[Saved entries]
+---+

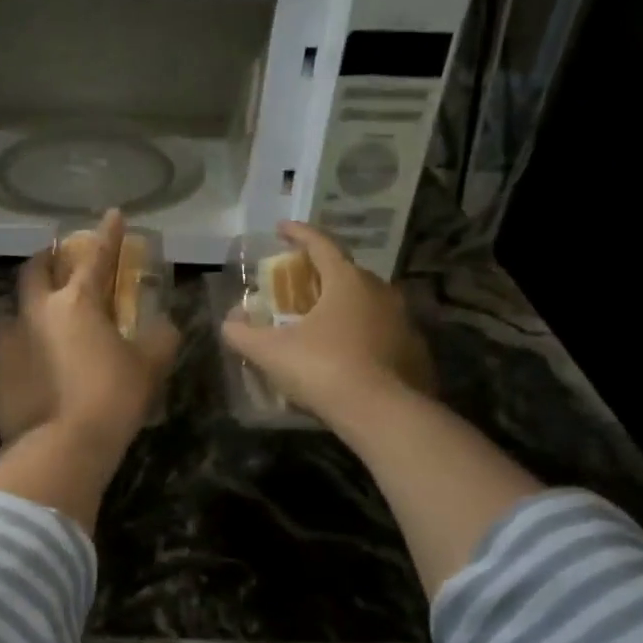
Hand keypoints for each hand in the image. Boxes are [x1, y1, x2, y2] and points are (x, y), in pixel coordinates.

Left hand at [0, 210, 178, 451]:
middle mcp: (33, 312)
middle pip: (34, 270)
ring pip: (15, 314)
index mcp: (75, 303)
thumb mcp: (149, 368)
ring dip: (31, 315)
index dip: (107, 234)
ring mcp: (4, 342)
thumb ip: (159, 338)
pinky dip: (19, 356)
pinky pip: (4, 355)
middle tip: (59, 262)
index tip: (113, 214)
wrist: (60, 450)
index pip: (95, 256)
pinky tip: (30, 376)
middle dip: (48, 259)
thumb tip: (163, 325)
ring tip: (44, 335)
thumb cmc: (111, 400)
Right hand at [221, 220, 434, 431]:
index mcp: (347, 281)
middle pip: (346, 272)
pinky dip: (362, 334)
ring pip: (367, 303)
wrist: (382, 413)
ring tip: (322, 322)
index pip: (321, 244)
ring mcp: (402, 320)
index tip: (282, 228)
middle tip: (299, 285)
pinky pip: (381, 332)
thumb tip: (228, 322)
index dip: (298, 234)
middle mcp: (380, 291)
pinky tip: (348, 354)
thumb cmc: (324, 369)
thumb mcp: (271, 352)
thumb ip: (243, 334)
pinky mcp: (414, 350)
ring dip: (343, 305)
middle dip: (321, 274)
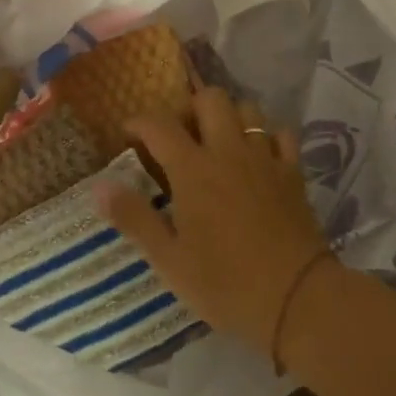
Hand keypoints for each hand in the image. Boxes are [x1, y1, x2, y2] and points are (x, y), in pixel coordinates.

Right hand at [101, 88, 333, 356]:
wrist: (296, 297)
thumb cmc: (225, 283)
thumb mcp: (169, 260)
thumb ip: (134, 218)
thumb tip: (99, 186)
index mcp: (193, 169)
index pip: (160, 125)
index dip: (140, 122)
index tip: (129, 134)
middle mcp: (229, 150)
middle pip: (210, 99)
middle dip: (190, 107)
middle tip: (180, 137)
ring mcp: (265, 157)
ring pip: (248, 109)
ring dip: (229, 117)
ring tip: (218, 143)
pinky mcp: (293, 171)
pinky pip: (281, 134)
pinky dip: (267, 136)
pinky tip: (258, 156)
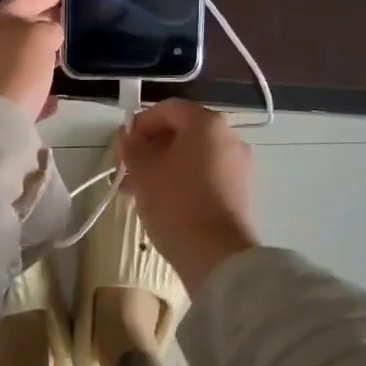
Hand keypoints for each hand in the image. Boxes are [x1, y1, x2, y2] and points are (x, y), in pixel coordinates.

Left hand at [0, 0, 62, 121]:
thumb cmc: (14, 71)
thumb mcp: (39, 38)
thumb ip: (50, 28)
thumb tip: (51, 35)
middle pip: (20, 26)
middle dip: (45, 23)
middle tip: (71, 21)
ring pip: (20, 58)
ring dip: (41, 56)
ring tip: (65, 57)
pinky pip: (20, 89)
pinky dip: (36, 88)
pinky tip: (54, 98)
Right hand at [118, 99, 258, 291]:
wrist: (218, 256)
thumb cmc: (176, 203)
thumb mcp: (143, 171)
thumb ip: (132, 147)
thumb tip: (129, 137)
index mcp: (206, 123)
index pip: (168, 109)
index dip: (142, 123)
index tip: (124, 145)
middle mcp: (228, 137)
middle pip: (183, 133)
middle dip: (152, 148)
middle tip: (128, 170)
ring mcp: (239, 166)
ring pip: (193, 156)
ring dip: (165, 167)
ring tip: (139, 192)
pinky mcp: (241, 192)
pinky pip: (207, 175)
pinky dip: (184, 181)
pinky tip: (163, 203)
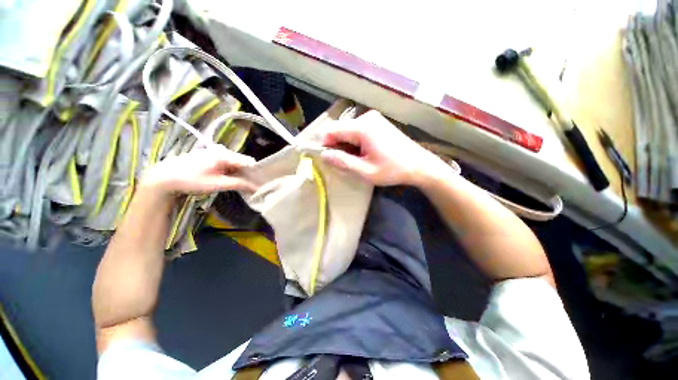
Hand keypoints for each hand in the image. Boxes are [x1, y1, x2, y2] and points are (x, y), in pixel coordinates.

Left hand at [140, 145, 257, 196]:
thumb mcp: (217, 184)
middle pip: (243, 162)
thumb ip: (238, 184)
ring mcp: (216, 153)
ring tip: (244, 185)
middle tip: (253, 186)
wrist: (164, 177)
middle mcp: (222, 151)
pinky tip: (232, 180)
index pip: (249, 162)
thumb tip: (256, 188)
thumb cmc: (191, 180)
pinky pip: (228, 164)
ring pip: (236, 163)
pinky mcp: (211, 157)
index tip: (261, 183)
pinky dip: (233, 172)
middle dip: (249, 174)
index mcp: (224, 154)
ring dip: (241, 174)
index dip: (257, 172)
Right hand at [319, 110, 446, 185]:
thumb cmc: (393, 170)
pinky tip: (363, 153)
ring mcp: (373, 119)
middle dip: (336, 146)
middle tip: (342, 163)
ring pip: (348, 130)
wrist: (419, 165)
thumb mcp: (365, 171)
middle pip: (339, 129)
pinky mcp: (378, 123)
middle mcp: (366, 118)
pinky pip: (358, 130)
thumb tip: (324, 155)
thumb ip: (343, 162)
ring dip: (346, 145)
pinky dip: (354, 142)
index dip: (324, 144)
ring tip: (355, 160)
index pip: (331, 130)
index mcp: (362, 127)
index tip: (326, 159)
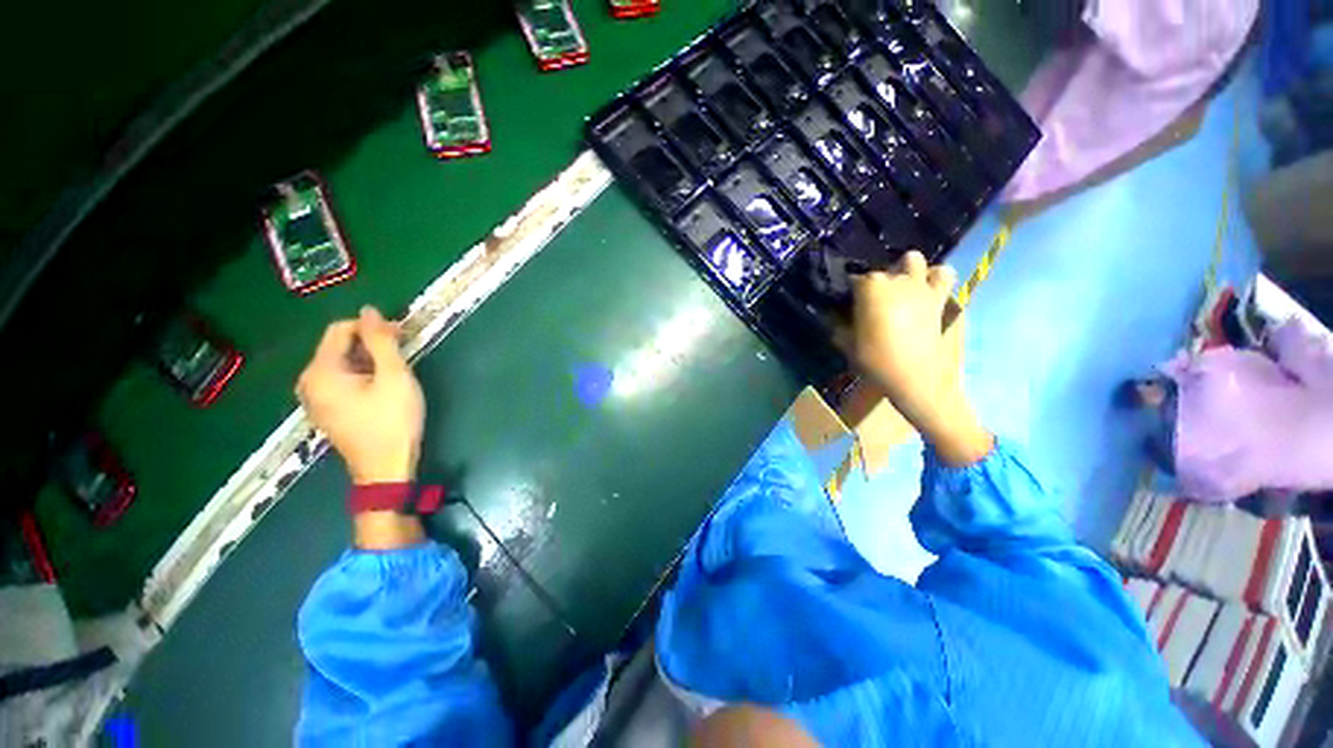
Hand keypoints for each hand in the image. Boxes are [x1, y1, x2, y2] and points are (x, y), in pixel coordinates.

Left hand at [296, 307, 424, 484]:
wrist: (385, 468)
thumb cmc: (393, 421)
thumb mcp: (394, 377)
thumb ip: (381, 341)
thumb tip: (369, 310)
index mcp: (321, 371)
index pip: (340, 329)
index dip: (372, 326)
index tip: (402, 335)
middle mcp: (309, 382)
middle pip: (338, 346)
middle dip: (370, 344)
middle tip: (403, 353)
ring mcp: (315, 398)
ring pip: (341, 364)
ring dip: (369, 360)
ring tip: (396, 372)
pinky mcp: (326, 411)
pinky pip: (341, 380)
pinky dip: (362, 375)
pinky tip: (382, 388)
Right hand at [843, 251, 991, 465]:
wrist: (915, 377)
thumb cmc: (876, 360)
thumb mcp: (846, 344)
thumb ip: (837, 326)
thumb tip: (830, 317)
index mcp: (870, 288)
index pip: (853, 280)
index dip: (848, 292)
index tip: (844, 305)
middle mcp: (896, 279)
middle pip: (880, 270)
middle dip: (873, 282)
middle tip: (869, 302)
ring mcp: (920, 286)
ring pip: (913, 260)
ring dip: (904, 269)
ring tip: (898, 287)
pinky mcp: (938, 298)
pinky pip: (943, 275)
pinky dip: (933, 278)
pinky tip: (923, 290)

+---+

Pictures do not belong in the copy. Repeat only the lines from the top of the records through the line containing "pinky tip: (348, 354)".

Hand keypoints for each hand in the image. Boxes are [x1, y1, x2, y2] and points are (x, y), in pixel coordinates.

Left hand at [0, 210, 178, 451]:
middle mcp: (33, 312)
middle pip: (34, 270)
ring pip: (15, 314)
index mcp: (75, 303)
thumb mcp: (149, 368)
ring dip: (31, 315)
index dip: (107, 234)
ring mcp: (4, 342)
thumb ip: (159, 338)
pinky dip: (19, 356)
pinky pip: (4, 355)
middle tip: (59, 262)
index tip: (113, 214)
wrist: (60, 450)
index pip: (95, 256)
pinky tip: (30, 376)
middle dip: (48, 259)
thumb tip: (163, 325)
ring tip: (44, 335)
thumb cmc: (111, 400)
Right hand at [221, 220, 434, 431]:
index mcp: (347, 281)
middle pip: (346, 272)
pinky dip: (362, 334)
ring pip: (367, 303)
wrist: (382, 413)
ring tip: (322, 322)
index pip: (321, 244)
ring mcp: (402, 320)
index tip: (282, 228)
middle tip: (299, 285)
pinky pip: (381, 332)
thumb tip: (228, 322)
index dip: (298, 234)
middle mcp: (380, 291)
pinky tip: (348, 354)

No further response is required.